Beulah Levy Ledner (January 5, 1894 – March 30, 1988) was a dessert and pastry chef in New Orleans, Louisiana, who was most noted for her invention of Doberge cakes, which were an adaptation for Louisiana tastes of the Hungarian/Austrian dish dobos torte.

Ledner was born in St. Rose, Louisiana, to a family of Hungarian-Jewish immigrant bakers. She started her own bakery business in New Orleans in 1931. The Ledner bakery was initially known as "Mrs. Charles Ledner's Superior Home Baking," operating out of the family's home. The bakery relocated several times subsequently as it grew. She sold her bakery business to Gambino's Bakery as a result of the hardships of World War II but subsequently opened a new bakery in Metairie, Louisiana, following the war's end. Ledner's recipes reflected the German and Jewish influence on New Orleans cuisine in the mid-20th century.

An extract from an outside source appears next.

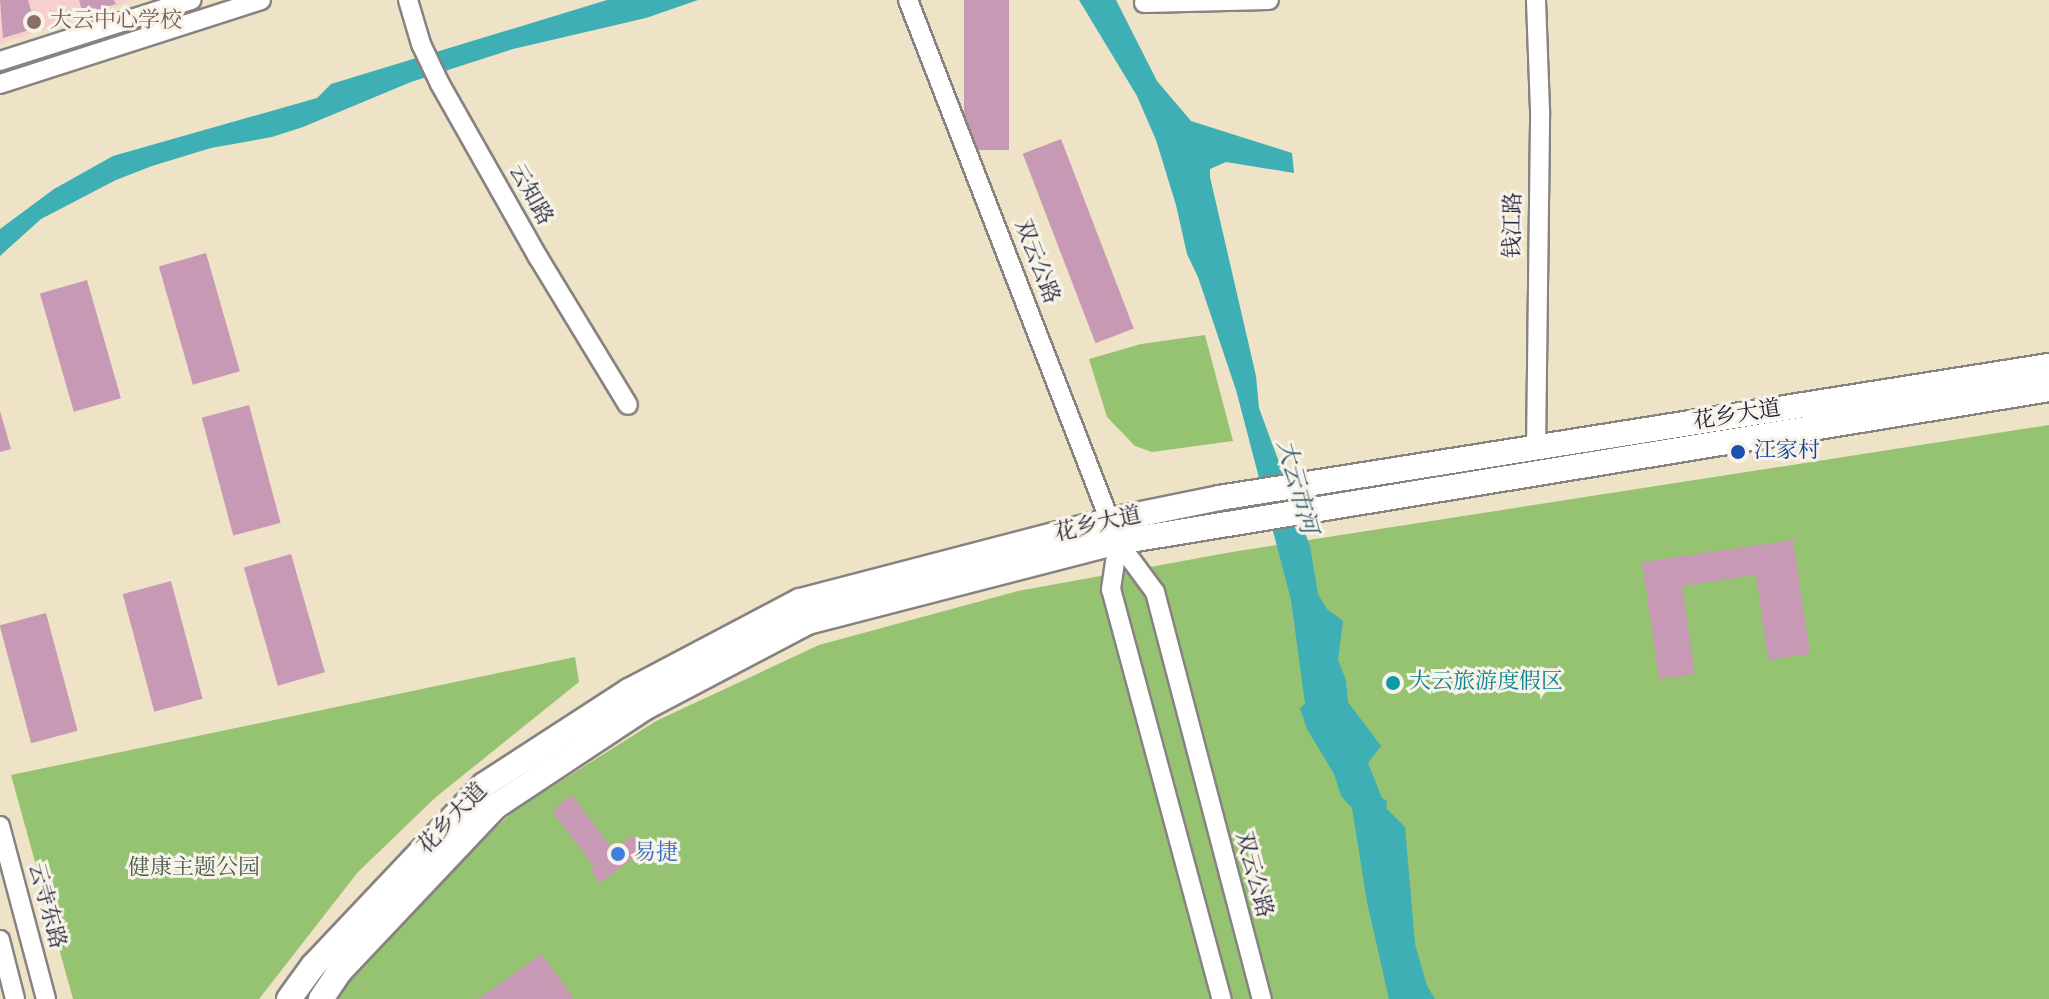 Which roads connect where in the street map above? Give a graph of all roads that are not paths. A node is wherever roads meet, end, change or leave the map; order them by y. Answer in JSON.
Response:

Ledner's recipes have been collected and published, and various versions of the Doberge recipe are available on-line, including a photograph of the traditional multiple thin layers used in the authentic Doberge recipe. A video narrative of the preparation of Doberge cakes in the tradition of Ledner is available on-line. Ledner has at times been referred to as the "Doberge Queen of New Orleans".

Ledner's son Albert C. Ledner was a noted architect.